• _Problem to solve_
Your answer needs to include each line of the records in which the string "roads" can be found.

• _Source information_
-- Opening Marker --

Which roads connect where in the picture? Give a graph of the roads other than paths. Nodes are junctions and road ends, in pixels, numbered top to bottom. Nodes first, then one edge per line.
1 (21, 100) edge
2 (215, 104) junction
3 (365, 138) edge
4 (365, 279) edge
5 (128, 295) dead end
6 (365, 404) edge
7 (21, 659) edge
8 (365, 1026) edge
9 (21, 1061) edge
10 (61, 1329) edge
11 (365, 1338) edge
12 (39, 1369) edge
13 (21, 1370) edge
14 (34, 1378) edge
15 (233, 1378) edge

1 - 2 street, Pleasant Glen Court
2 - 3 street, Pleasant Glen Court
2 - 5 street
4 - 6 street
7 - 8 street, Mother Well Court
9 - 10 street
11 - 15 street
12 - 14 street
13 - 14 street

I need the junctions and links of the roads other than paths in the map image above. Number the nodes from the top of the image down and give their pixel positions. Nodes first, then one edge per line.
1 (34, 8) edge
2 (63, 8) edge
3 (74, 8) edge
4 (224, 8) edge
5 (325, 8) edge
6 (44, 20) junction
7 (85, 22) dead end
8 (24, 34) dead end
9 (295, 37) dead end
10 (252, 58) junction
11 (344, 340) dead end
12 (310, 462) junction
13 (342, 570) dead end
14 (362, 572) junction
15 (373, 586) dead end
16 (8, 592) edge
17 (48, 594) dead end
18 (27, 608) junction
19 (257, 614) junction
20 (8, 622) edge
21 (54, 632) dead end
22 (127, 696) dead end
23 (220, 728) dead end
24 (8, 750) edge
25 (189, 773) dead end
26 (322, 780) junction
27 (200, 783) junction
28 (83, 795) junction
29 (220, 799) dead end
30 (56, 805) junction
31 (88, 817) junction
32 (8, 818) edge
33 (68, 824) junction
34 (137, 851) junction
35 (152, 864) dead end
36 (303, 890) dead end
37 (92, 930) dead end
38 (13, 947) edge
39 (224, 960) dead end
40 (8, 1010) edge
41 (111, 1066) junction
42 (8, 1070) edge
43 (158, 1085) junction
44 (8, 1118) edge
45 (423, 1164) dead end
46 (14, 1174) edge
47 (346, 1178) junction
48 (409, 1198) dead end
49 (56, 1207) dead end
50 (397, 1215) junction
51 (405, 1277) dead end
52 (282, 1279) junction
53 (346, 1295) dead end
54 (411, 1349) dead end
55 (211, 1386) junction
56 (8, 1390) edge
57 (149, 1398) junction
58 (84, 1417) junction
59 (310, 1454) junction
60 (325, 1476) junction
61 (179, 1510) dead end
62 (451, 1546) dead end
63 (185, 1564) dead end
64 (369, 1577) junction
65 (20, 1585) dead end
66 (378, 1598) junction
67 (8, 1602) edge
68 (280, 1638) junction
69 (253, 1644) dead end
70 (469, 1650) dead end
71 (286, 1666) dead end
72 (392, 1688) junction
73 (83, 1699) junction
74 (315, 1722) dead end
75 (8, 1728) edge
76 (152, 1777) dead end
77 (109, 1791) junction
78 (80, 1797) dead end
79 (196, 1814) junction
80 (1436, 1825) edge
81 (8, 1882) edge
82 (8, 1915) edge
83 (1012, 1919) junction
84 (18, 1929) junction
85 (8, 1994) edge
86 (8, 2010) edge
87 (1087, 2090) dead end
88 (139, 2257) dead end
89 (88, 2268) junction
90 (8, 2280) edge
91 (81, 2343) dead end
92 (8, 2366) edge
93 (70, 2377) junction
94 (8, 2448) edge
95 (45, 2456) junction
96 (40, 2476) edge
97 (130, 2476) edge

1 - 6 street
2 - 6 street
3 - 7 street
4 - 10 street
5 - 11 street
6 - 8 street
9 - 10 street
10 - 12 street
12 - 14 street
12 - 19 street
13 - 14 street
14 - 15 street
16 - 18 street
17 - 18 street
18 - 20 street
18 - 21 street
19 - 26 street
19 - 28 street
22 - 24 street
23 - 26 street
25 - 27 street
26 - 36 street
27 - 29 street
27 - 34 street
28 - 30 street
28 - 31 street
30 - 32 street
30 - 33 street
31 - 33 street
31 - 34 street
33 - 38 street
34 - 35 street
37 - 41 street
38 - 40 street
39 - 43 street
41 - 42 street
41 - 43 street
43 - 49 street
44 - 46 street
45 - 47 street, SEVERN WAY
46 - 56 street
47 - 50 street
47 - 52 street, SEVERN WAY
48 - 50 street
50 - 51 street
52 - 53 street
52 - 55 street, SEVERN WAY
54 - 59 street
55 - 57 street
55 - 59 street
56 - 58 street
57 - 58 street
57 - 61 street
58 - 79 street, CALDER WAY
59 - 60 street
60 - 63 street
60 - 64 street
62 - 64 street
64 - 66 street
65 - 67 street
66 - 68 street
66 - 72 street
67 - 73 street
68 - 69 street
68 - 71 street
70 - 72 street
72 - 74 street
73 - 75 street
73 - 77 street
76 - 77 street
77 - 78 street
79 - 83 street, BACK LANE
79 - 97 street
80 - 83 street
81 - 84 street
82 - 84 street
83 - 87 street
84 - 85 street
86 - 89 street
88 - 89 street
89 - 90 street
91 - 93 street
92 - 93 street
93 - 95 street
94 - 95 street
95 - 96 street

-- Closing Marker --

• _Result below_
Which roads connect where in the picture? Give a graph of the roads other than paths. Nodes are junctions and road ends, in pixels, numbered top to bottom. Nodes first, then one edge per line.
I need the junctions and links of the roads other than paths in the map image above. Number the nodes from the top of the image down and give their pixel positions. Nodes first, then one edge per line.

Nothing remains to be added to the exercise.